Pas de stages rémunérés pour tous, tranche la ministre Hélène David

Par Dorian Paterne Mouketou

Alors que les étudiants des universités et cégeps québécois avaient soumis l’idée d’offrir à tout le monde des stages de fin d’études rémunérés, la ministre de l’Éducation et de l’Enseignement supérieur, Hélène David, a posé de façon ferme son opposition à cette initiative. Selon elle, les stages de fin d’études sont considérés comme une formation, et non comme un travail.

Nous nous rappelons sans doute des manifestations de Québec, orchestrées en début d’année par des étudiants étant partis de Montréal, de Sherbrooke, de l’Outaouais, des Laurentides et d’autres régions de la province. Ces manifestations avaient pour but de lancer un message clair au gouvernement Couillard, et principalement à la ministre Hélène David : la réclamation des stages rémunérés pour tous! Après des mois de lutte, la ministre n’a pas su satisfaire aux cris des étudiants québécois, ce pour quoi les députés des partis d’opposition critiquent fermement le gouvernement Couillard.

Le Parti québécois, Québec solidaire et la Coalition Avenir Québec se mettent du côté des étudiants dans leur bataille pour des stages rémunérés. Parmi ceux réclamant la rémunération des stages, comptons les étudiants au baccalauréat en enseignement. Au niveau collégial, la Fédération étudiante collégiale du Québec (FECQ) milite également pour la même cause. Cette lutte est menée depuis quelques années, les étudiants multipliant les demandes à la ministre David.

Au Québec, certains programmes bénéficient des stages de fin d’études rémunérés. Les étudiants en médecine et en psychologie sont payés pour leur travail effectué à la fin de leurs études. Certains programmes coopératifs offrent également les mêmes avantages. À l’Université de Sherbrooke, les étudiants aux baccalauréats coopératifs en génie, en administration des affaires, en communication et en droit se voient offrir un salaire pour leurs stages, pendant et à la fin du baccalauréat.

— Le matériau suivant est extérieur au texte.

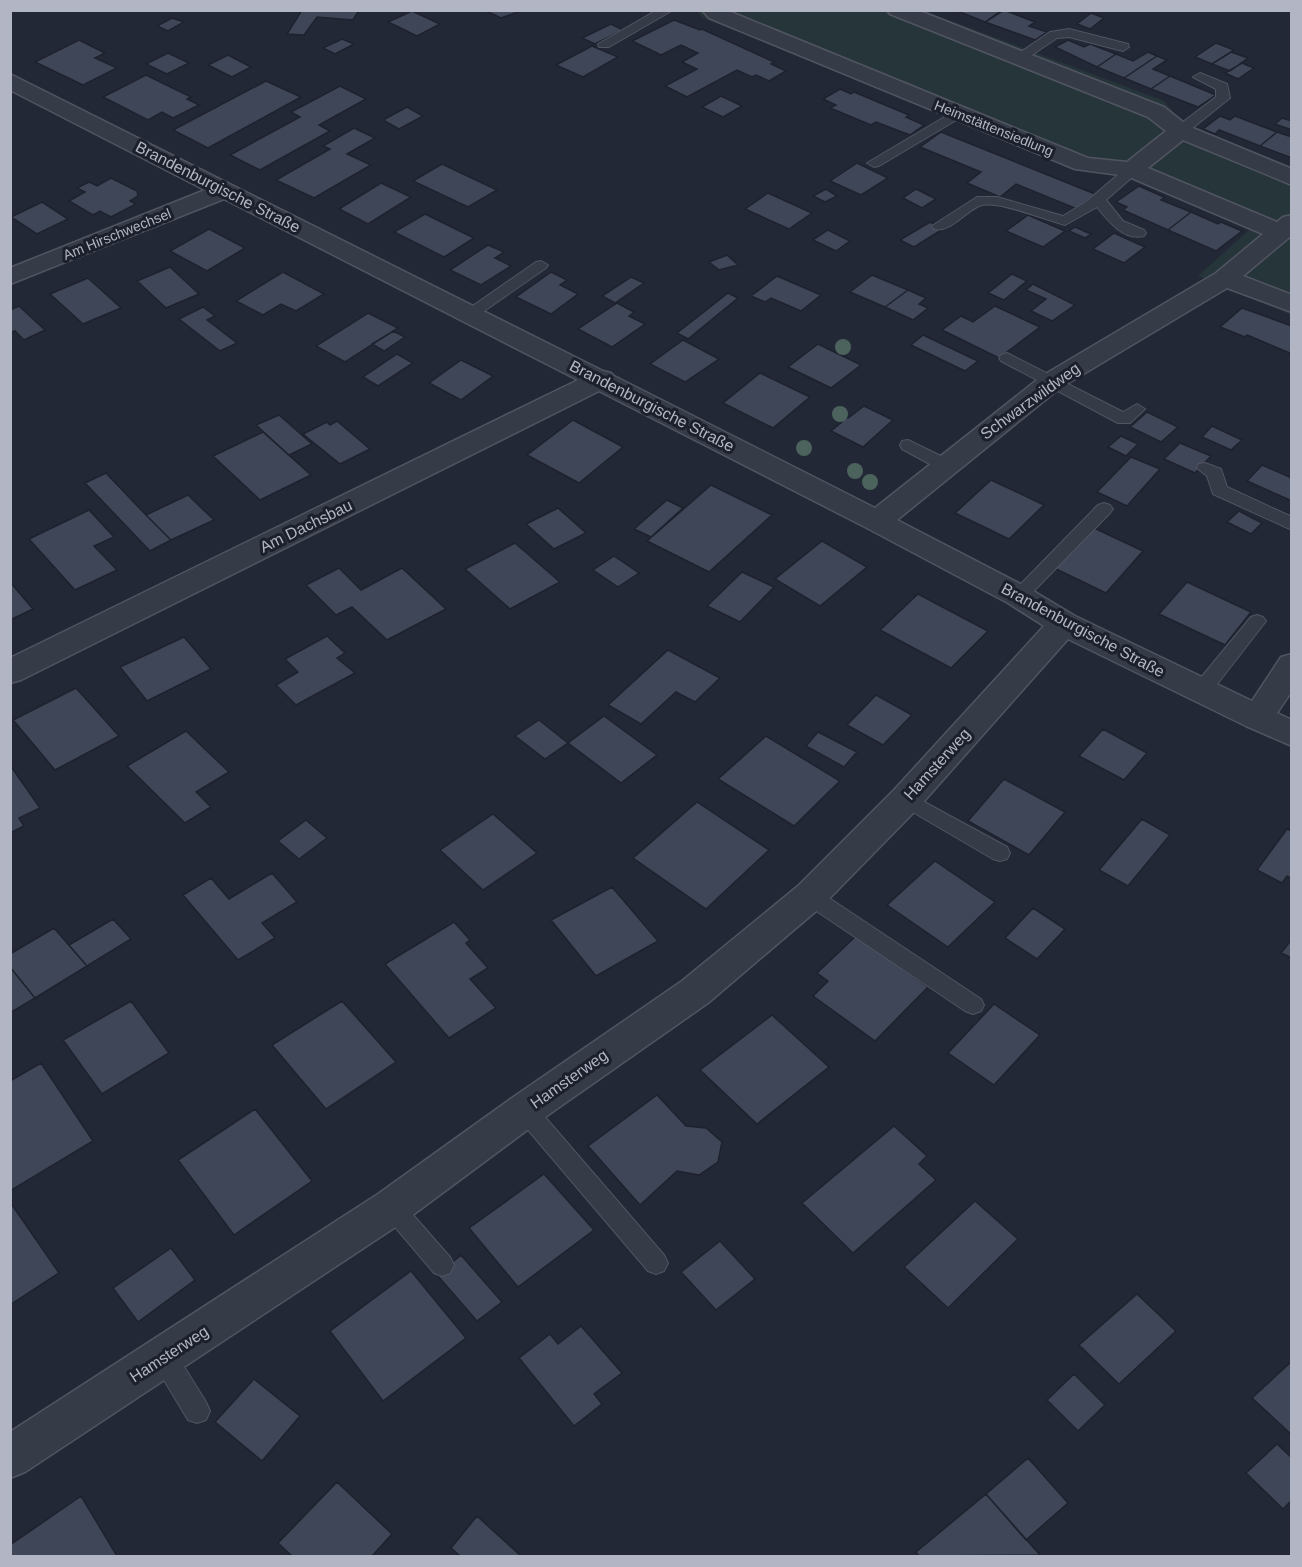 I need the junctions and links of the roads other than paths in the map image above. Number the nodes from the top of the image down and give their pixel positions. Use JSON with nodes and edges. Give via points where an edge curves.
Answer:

Cette situation jugée injuste par d’autres étudiants a donc été portée devant le gouvernement Couillard, qui refuse de considérer le stage de fin d’études comme un travail. C’est dans cette même vision que la ministre Hélène David a soutenu que le stage de fin d’études est une formation. Autrement dit, un étudiant ne peut pas être payé pour une formation.

Quelle solution nous propose donc madame la ministre? Par défaut de permettre une équité entre les étudiants profitant de stages rémunérés et ceux suivant une simple « formation », madame David propose un plan. Elle promet aux étudiants du baccalauréat en enseignement 11 000 $ en prêts et bourses lorsque ceux-ci arrivent en quatrième année. Rien de plus : pas de rémunération, juste de la dette.

Malgré ces propositions, les luttes pour des stages rémunérés n’ont pas cessé. Beaucoup de mouvements se sont créés pour continuer le combat. Nous avons d’ailleurs vu apparaitre au Québec la Campagne de revendications et d’actions interuniversitaires pour les étudiants et étudiantes d’éducation en stage (CRAIES) et le mouvement CUTE Campagne sur le travail étudiant.